The end of Japan’s four decades of rice-market control could be good news for noodle lovers.
That’s because rice farmers may plant alternative crops like wheat once government control ends by March 31 and look to tap into rising demand for ramen. Fukuoka Prefecture is expanding production of a locally developed variety of grain known as Ra-Mugi that’s designed to be perfect for tonkotsu ramen, a dish of cloudy white pork broth with noodles and slices of pork that originates in the region.
Ramen demand has climbed in recent years with restaurants opening from London to Sydney, challenging the ubiquity of sushi, Japan’s other well-known food export. The number of shops outside the country more than doubled to over 2,000 in the two years to early 2015, the Shin-Yokohama Ramen Museum says, with the expansion supported by the government-backed Cool Japan Fund. Asia’s second-biggest wheat importer relies on grain from the U.S., Canada and Australia to produce ramen noodles domestically.
“What is ideal for our ramen noodle is a chewy, sticky one that can preserve its texture in a soup,” said Yuji Yamaguchi, counselor at Tofuku Flour Mills Co., which developed the wheat jointly with Fukuoka’s prefectural laboratory. “Ra-Mugi is designed to meet our requests.”
Tonkotsu ramen was invented in 1937 by noodle-shop operator Tokio Miyamoto and was initially eaten by fish-market workers in Fukuoka as fast food. Two decades later, Momofuku Ando invented the instant ramen noodles. The global retail value of instant noodles rose 11 percent since 2012 to $33 billion (¥3.7 trillion) this year, Euromonitor International estimates.
In Japan, tourists are also driving demand and ramen now ranks alongside sushi and wagyu steak as one of their top menu choices, according to Motoo Kawabata, a professor for global marketing at Kwansei Gakuin University in Nishinomiya, Hyogo Prefecture. The number of foreign tourists visiting the city of Fukuoka rose 24 percent in 2016 to 2.57 million, a fifth straight record. Korean tourists accounted for about 40 percent, according to the municipal government.
“After seeing photographs and videos of our outlets via social media, they come here to have a real one,” said Yukari Shibayama, a spokeswoman at Ichiran’s flagship shop in Fukuoka. “We have seen a surge in foreign customers to our shop, mainly from Taiwan, Korea and Hong Kong, in the past three years.”
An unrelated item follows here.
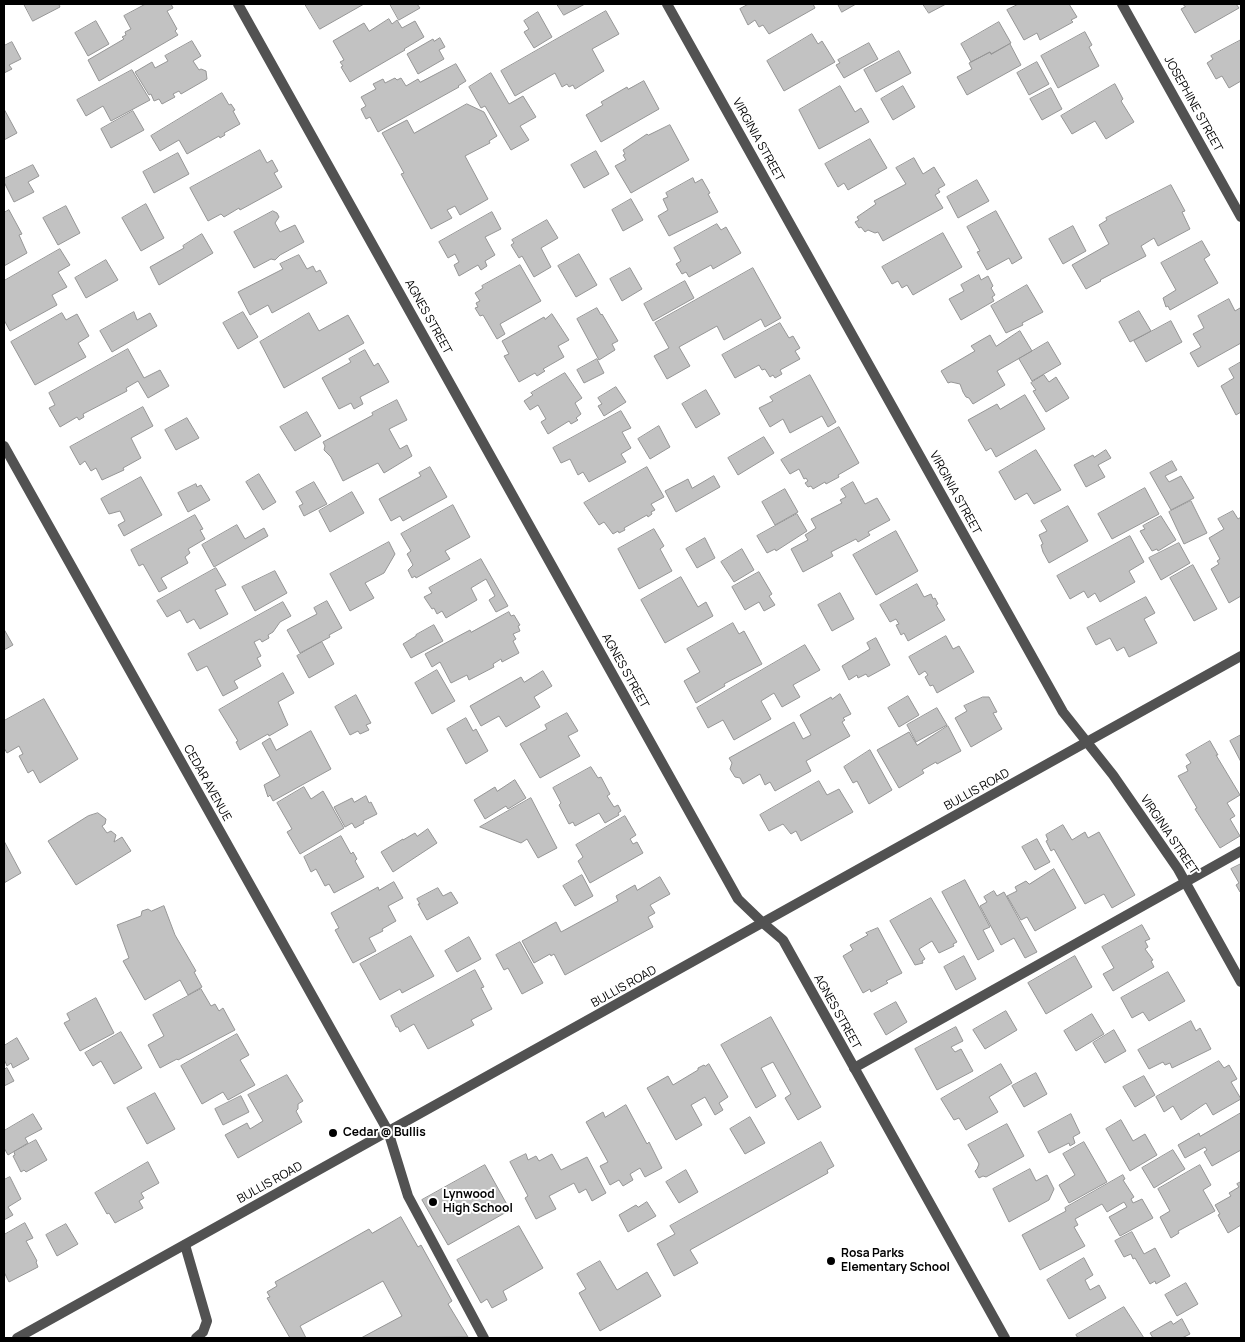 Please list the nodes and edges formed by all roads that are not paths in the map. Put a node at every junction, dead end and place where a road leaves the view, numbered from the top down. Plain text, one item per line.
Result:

Farmers may also be encouraged to grow Ra-Mugi wheat as it offers higher returns.
Yukio Endo, 49, who grows rice, wheat and barley in Fukuoka, must spray crops with fertilizer for a fourth time with a heavy machine on his back about a month before harvesting Ra-Mugi on his eight-hectare paddy. That compares with three times for other wheat, but is necessary to maintain a high level of protein. Millers request at least 12 percent.
“It requires us to work harder, but rewards us better,” he said in an interview. Farmers producing Ra-Mugi can get a premium of ¥2,300 per 60 kilogram bag compared with conventional wheat. Growers are also eligible for a ¥35,000 subsidy for every 0.1 hectare of wheat planted as the government seeks to curb its reliance on imports.
Producers are unable to keep up with local demand. Fukuoka, Japan’s second-biggest wheat grower, wants to raise Ra-Mugi production by more than 30 percent to 8,000 tons in the near future, which would be enough to supply about half the ramen shops in the prefecture, said Tadayuki Matsumoto, director at the local government’s agricultural department.
Hakata-Sanki, the biggest user of Ra-Mugi wheat, uses the variety even though it’s 20 percent more expensive than flour made from imported grain because it helps attracts customers, according to Akira Nakano, the manager of the company’s noodle-making plant in Dazaifu, Fukuoka Prefecture. Sales of Ra-Mugi noodles are set to increase to 300,000 units a month by March from about 230,000 in November and will double by 2019 as it moves to supply more than just its own 14 stores, Nakano said.